== Records for the exercise ==

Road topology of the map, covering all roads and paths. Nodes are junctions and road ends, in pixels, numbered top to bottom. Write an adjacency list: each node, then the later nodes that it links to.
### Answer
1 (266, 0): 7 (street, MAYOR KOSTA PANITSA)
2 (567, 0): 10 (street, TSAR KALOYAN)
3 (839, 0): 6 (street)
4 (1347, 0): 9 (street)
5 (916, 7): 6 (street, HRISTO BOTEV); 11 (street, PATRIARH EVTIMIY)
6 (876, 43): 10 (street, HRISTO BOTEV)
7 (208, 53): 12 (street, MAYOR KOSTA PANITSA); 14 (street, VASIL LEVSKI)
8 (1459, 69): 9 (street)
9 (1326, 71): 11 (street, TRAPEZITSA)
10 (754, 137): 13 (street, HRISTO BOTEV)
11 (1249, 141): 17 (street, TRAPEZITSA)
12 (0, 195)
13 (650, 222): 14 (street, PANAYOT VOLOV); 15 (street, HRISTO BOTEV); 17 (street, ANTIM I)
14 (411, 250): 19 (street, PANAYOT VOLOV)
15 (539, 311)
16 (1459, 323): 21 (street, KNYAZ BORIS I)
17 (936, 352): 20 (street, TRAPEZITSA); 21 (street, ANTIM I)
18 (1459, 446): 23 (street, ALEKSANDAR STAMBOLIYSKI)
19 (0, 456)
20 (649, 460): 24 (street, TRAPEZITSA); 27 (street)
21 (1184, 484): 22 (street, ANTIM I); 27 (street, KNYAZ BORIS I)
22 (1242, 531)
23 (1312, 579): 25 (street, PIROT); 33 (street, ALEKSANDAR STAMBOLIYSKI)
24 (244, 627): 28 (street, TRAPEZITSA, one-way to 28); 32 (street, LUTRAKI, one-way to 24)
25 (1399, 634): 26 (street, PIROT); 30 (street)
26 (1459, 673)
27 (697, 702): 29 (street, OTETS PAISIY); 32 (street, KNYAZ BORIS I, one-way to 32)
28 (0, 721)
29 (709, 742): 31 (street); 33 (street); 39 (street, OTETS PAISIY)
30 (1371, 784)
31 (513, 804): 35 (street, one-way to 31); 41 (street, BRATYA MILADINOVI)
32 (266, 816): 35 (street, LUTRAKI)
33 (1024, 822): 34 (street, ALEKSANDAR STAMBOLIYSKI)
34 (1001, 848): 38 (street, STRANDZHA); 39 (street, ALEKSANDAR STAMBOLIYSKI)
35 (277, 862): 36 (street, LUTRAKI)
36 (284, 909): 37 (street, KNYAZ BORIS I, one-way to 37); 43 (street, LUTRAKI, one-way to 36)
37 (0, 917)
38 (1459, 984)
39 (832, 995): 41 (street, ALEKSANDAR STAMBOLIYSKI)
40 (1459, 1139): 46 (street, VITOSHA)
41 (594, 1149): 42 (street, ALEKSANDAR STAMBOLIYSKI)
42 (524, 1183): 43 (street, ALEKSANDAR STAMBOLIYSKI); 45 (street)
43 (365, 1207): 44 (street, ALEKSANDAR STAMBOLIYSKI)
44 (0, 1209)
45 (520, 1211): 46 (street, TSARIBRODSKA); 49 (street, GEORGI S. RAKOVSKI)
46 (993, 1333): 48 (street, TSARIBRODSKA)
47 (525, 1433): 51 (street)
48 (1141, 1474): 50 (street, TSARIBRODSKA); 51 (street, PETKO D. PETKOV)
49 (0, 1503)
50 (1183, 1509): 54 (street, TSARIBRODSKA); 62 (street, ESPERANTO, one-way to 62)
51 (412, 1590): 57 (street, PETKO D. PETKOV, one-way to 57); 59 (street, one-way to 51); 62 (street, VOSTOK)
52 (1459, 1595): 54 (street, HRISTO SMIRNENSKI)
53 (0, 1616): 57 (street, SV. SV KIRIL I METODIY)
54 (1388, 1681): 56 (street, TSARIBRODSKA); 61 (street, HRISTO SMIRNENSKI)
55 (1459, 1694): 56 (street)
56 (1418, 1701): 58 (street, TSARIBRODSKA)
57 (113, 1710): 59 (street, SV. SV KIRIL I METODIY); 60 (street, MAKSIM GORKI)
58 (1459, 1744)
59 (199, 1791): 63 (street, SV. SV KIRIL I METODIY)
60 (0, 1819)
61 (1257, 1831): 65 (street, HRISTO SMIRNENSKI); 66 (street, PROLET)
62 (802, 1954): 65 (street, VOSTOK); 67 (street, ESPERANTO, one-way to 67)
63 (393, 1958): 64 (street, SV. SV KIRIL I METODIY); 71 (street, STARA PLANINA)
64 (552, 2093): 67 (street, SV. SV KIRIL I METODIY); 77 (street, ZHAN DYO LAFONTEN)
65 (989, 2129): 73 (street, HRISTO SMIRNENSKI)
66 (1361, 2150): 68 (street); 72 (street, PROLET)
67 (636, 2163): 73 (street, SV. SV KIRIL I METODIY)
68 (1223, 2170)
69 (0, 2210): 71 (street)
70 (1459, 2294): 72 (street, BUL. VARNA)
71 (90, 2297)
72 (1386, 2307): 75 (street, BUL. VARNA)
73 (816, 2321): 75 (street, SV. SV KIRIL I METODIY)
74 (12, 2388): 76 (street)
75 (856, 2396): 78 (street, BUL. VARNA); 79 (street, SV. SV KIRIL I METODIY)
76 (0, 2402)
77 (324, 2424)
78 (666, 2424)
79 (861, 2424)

===

= Your objective =
Checking the data above line by line, please work out how many lines include "ANTIM", and reply with the number only.

= Task result =
3